Se il ministero non concede soglie (tempi, luoghi, domande) in cui l’abito possa essere messo fra parentesi per interrogare la sua efficacia simbolica, la struttura si sclerotizza e il segno perde la sua forza performativa. La domanda del sacerdote (“chi sono senza colletto?”) è un atto liminale: non delegittima il segno; si domanda quando e come può essere utile. 

Perché “sembra vietato” domandare

Il sacerdote indignato dice: «Basta, finiscila…». Qui la psicologia incontra la sociologia:

Paura di irrilevanza → si preferisce blindare i marcatori (difesa dell’Io).
Concorrenza dei segni nello spazio pubblico → si intensifica la lotta simbolica per l’uniforme (difesa del gruppo).
Elusione della liminalità → si demonizza la sospensione come tradimento (difesa dell’istituzione).

In termini eriksoniani, l’ansia di gruppo genera segnali d’allarme (dolore/ansia/panico) quando teme la “perdita di identità” collettiva; ma proprio in queste fasi occorre orchestrare i passaggi, non negarli. E in termini turneriani, una comunità che non attraversa liminalità perde la capacità di trasformarsi: i simboli restano, ma non operano; non “condensano” più riferimenti affettivi e normativi, non trasformano le relazioni.

Che cosa comunica (e produce) il segno?

La domanda non è se indossare o no il colletto ma che cosa comunica in quel contesto e che cosa produce: distanza o prossimità? Autorità o giudizio? L’onore del segno non sta nel non poter essere interrogato, ma nel reggere l’interrogazione.

Ci sono luoghi - quelli che chiamiamo comunemente terre di missione - dove il sacerdote non indossa il colletto. Non perché lo rifiuti o lo disprezzi, ma semplicemente perché non lo ritiene necessario al fine: far incontrare Cristo.  Eppure, ciò che altrove ci appare normale - un prete, spesso anziano, con una camicia dai colori vivaci e fantasie locali - diventa improvvisamente intollerabile se a farlo è un sacerdote giovane, che in una città dell’Europa Occidentale indossa una semplice T-shirt e un paio di jeans. Qual è la differenza? Nessuna.

Come il missionario si “mescola” al popolo di Dio in Africa, così il sacerdote giovane si immerge tra i suoi coetanei nella metropoli occidentale, cercando di essere segno e presenza dentro la vita quotidiana, non al margine di essa. Forse andrebbe spiegato a certi personaggi che fanno “pastorale” su YouTube o sotto i post di Facebook, che oggi è molto più terra di missione una città come Firenze che Ourous, in Guinea.

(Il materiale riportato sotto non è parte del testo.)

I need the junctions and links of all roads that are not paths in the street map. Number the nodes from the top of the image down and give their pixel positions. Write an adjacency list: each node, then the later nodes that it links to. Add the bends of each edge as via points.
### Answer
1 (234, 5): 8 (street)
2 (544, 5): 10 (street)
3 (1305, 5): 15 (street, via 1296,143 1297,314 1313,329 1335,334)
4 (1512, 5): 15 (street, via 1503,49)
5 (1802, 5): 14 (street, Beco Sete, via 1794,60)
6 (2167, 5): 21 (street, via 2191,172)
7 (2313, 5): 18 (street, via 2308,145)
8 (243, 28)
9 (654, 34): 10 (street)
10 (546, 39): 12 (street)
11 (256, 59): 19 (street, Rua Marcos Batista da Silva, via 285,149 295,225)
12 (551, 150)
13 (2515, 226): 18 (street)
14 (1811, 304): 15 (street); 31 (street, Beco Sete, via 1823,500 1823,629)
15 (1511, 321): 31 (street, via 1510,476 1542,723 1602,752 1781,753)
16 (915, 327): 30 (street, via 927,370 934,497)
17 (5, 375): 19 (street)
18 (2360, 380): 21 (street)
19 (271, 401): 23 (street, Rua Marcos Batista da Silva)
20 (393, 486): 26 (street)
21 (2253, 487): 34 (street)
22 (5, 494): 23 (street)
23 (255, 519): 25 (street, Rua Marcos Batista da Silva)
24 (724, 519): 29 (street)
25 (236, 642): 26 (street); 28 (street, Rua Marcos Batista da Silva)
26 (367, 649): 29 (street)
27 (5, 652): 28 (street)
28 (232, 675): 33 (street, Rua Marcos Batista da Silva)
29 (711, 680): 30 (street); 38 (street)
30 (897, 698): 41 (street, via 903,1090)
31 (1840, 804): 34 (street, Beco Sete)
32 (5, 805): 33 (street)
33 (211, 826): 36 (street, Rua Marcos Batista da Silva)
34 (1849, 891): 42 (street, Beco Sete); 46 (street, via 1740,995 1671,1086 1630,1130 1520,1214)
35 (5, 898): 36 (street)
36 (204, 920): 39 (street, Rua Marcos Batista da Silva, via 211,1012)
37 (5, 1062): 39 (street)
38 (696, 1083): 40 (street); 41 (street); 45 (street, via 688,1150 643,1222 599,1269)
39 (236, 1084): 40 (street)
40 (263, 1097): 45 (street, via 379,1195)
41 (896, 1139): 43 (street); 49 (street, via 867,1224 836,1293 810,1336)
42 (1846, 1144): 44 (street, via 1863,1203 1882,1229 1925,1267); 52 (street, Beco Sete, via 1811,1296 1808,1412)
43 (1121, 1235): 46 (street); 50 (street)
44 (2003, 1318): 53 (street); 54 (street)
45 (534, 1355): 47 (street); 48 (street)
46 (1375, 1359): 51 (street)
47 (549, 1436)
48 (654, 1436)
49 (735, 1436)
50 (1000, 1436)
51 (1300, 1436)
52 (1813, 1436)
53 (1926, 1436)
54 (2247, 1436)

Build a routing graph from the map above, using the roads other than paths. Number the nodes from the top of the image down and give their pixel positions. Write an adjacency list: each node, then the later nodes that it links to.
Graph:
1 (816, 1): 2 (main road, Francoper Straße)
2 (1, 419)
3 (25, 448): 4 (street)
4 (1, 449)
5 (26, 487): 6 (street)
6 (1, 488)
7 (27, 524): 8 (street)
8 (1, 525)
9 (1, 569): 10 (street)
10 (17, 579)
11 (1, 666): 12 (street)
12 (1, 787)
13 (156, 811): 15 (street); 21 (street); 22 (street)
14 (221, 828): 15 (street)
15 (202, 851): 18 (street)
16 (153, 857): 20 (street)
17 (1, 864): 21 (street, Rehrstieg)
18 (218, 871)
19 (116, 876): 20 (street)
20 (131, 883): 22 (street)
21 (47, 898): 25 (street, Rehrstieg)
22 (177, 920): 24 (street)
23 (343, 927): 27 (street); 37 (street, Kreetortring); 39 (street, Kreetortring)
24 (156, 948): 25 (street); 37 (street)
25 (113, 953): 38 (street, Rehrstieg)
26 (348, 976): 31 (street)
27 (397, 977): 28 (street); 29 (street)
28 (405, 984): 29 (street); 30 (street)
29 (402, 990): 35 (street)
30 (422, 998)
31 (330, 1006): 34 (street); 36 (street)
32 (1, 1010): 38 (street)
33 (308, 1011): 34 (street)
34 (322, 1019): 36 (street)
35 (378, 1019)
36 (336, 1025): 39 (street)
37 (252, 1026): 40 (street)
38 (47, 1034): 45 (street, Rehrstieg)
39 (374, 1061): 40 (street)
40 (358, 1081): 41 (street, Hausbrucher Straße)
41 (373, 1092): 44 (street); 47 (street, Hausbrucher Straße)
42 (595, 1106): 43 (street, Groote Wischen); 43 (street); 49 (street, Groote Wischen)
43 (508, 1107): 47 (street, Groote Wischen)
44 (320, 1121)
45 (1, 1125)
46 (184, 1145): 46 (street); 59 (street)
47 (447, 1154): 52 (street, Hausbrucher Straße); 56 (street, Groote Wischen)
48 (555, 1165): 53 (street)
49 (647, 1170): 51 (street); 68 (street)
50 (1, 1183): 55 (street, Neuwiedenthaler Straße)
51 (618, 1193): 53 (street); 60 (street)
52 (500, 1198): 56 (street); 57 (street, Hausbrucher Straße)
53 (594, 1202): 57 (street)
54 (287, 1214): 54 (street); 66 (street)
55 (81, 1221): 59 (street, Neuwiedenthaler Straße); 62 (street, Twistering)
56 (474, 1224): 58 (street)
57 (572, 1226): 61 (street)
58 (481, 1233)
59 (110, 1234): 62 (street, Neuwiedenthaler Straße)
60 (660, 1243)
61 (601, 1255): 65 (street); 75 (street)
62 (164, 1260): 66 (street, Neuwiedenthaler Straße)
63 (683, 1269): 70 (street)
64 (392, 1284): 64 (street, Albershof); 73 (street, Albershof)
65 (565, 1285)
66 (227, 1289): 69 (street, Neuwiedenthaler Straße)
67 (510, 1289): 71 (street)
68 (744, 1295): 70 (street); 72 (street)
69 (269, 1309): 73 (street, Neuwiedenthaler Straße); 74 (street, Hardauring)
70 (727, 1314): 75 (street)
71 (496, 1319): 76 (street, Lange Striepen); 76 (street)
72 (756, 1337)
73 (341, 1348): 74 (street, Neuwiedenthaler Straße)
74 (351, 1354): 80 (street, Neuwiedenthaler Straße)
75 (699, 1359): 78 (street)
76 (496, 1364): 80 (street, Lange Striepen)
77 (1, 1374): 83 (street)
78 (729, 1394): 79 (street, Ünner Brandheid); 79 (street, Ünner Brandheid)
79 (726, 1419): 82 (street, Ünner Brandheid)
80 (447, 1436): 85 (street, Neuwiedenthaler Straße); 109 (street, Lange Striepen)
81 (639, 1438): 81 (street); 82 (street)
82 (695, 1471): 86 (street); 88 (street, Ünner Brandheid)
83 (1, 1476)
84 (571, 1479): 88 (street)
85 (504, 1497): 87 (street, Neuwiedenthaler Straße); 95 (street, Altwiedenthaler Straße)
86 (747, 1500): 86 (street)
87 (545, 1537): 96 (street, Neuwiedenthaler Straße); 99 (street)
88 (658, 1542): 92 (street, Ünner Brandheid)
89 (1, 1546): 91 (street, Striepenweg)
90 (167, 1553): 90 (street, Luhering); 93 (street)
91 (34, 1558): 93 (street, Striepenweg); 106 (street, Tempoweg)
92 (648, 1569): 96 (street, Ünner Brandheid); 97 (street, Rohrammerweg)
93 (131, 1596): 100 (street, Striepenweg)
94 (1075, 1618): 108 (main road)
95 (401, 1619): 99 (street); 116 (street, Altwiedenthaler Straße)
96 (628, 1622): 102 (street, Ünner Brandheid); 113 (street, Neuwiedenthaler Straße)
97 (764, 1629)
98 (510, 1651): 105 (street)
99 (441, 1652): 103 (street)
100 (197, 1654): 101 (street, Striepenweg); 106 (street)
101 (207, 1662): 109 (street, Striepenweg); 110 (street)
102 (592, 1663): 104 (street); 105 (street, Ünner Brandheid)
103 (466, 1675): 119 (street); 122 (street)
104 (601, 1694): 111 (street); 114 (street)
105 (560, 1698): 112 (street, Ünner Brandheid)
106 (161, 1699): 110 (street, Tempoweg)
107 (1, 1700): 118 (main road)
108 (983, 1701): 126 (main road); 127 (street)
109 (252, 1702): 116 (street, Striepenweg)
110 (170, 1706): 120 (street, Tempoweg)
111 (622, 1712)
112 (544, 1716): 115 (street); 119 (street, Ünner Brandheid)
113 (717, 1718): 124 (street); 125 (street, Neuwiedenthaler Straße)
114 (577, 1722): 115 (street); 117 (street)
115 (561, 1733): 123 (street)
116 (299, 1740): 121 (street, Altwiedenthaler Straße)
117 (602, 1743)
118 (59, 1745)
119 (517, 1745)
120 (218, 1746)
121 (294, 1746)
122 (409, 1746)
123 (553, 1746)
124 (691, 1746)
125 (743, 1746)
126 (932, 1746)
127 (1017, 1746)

Domande-ponte (non accuse)

Dove il colletto apre ascolto e orienta alla fede, e dove invece chiude?
Quando l’autenticità personale (linguaggio, gesti, stile) veicola meglio il Vangelo del marcatore visibile - e viceversa?
Quali spazi liminali garantiamo ai presbiteri perché possano provare, sbagliare, ritarare i segni senza sentirsi “contro” la categoria?

Una grammatica per “domandare senza demolire”

Riconoscere il valore del segno (la struttura).
Aprire soglie protette di verifica (l’anti-struttura: ritiri, fraternità, supervisione pastorale).
Restituire alla comunità quanto emerso (nuova communitas).

È la dialettica che Turner descrive: struttura ↔ liminalità ↔ struttura; la vita ecclesiale si ammala quando una delle tre fasi viene saltata.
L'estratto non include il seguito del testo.